第13回東日本実業団対抗陸上競技大会での当社陸上競技部員(1971年5月)

■オリンピック出場選手
☆東京オリンピック(1964年)
○東京急行電鉄
【男子】8人
・山口 東一 1500m(1960年入社)
・船井 照夫 10000m(1962年入社)
・奥澤 善二 3000m障害(1960年入社)
・蒲田  勝 4×100mリレー(1963年入社)
・山田 宏臣 走り幅跳び(1964年入社)
・笠原 章平 ハンマー投げ(1962年入社)
・三木 孝志 やり投げ(1962年入社)
・糸川 照雄 砲丸投げ(1963年入社)
【女子】1人
・鳥居 充子 走高跳び(1964年入社)
○その他
・吉田 正美 4×400mリレー(1968年入社)
・清水 洋二 水球(東急不動産)
・柴田 征二 フェンシング(東急観光)
☆メキシコシティーオリンピック(1968年)
○東京急行電鉄
【男子】2人
・阿部 直樹 走り幅跳び(1968年入社)
・山田 宏臣 走り幅飛び(1964年入社)

5-11-2-3 [コラム]東急ボーイスカウトの発団と活動

1954(昭和29)年10月、五島慶太会長は静岡鉄道の「聖一国師堂」の落慶式に出席し、同社の子弟で組織されたボーイスカウトの凛々しい奉仕ぶりを目の当たりにして深く感動し、帰社するとすぐに企業内ボーイスカウト隊を作るように当時の専務に命じた。ボーイスカウト経験のあった社員を中心に、当初2人を隊長として東急ボーイスカウトを発足させた。家庭円満で社業に励めるように、社員の子弟を対象とした隊(東京130隊)と、当時、中学卒業の社員も採用していたため、その社員教育の一環としての社員隊(東京131隊)が1955年9月に誕生した。

第3回日本ジャンボリーでの東京130団(1962年8月)
出典:『はやぶさ』東急ボーイスカウト発団35年記念誌

歴代の育成会長は人事担当役員、団委員長は厚生課長が務め、事務局を厚生課内に置いて活動を続けた。
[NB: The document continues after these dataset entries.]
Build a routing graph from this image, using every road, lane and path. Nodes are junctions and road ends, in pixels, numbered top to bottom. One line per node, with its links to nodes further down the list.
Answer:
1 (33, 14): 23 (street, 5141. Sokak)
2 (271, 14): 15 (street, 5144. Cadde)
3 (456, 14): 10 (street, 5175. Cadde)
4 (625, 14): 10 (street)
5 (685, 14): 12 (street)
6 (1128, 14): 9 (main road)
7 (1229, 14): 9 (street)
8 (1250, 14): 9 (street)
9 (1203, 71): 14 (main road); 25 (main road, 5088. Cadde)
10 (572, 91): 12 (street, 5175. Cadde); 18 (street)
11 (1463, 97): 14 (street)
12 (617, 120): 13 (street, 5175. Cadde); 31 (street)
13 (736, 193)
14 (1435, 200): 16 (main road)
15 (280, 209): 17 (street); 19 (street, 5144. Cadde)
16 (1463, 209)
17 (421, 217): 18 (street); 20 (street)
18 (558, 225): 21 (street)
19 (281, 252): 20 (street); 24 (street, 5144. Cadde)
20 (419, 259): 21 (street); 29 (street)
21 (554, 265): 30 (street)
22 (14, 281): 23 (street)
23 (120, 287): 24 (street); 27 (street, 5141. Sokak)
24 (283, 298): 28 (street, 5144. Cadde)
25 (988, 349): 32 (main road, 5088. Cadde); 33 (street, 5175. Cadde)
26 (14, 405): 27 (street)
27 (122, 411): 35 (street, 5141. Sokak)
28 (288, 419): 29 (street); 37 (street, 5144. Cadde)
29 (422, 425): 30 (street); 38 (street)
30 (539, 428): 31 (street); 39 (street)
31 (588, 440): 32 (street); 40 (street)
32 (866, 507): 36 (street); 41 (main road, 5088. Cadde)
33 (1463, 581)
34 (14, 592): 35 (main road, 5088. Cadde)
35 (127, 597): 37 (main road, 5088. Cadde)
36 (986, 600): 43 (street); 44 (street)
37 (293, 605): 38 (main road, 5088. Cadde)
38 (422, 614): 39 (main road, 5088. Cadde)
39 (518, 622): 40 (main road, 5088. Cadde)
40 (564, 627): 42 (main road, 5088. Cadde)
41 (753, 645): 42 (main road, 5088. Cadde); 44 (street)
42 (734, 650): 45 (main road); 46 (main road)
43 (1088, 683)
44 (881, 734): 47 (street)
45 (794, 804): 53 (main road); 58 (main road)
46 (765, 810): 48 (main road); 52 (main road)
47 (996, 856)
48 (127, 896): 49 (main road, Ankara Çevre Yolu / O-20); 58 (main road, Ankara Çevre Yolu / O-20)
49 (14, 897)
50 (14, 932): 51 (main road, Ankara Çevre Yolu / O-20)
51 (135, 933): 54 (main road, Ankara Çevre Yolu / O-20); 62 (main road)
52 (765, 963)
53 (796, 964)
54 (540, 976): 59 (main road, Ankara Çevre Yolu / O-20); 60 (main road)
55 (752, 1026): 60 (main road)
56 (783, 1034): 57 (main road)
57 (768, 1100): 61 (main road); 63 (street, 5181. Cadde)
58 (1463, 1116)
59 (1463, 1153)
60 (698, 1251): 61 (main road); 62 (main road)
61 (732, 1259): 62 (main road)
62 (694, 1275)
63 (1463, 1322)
※連盟規約改正により1958年には、東京131団、東京130団、1978年には渋谷4団(旧東京130団)と団号が変更された。

1955年9月に小学校6年~中学生を対象としたボーイ隊、1962年に高校生を対象としたシニア(現、ベンチャー)隊、1965年に小学校3年生~5年生を対象としたカブ隊、1980年に18歳~25歳を対象としたローバー隊、1994年に小学校1年生~2年生を対象としたビーバー隊が発隊した。

入団式の様子

共同募金活動・ハイキング・キャンプなどを通じて健全な青少年を育成するために活動し、日本ジャンボリー・世界ジャンボリーにも多数のスカウトや指導者を派遣した。企業内にボーイスカウトの団を持つ企業はソニー・当社など、ごく少数であったが、1983年にはスカウト総数が160人を超え、東京でも有数の団として活動していた。しかしその後少年野球・少年サッカーなどの振興により徐々にスカウト数も減り始め、1999(平成11)年に休団となり、44年に及ぶボーイスカウト活動が幕を閉じた。

なお2022(令和4)年現在も、髙橋和夫社長がボーイスカウト東京連盟維持財団の理事を務めている。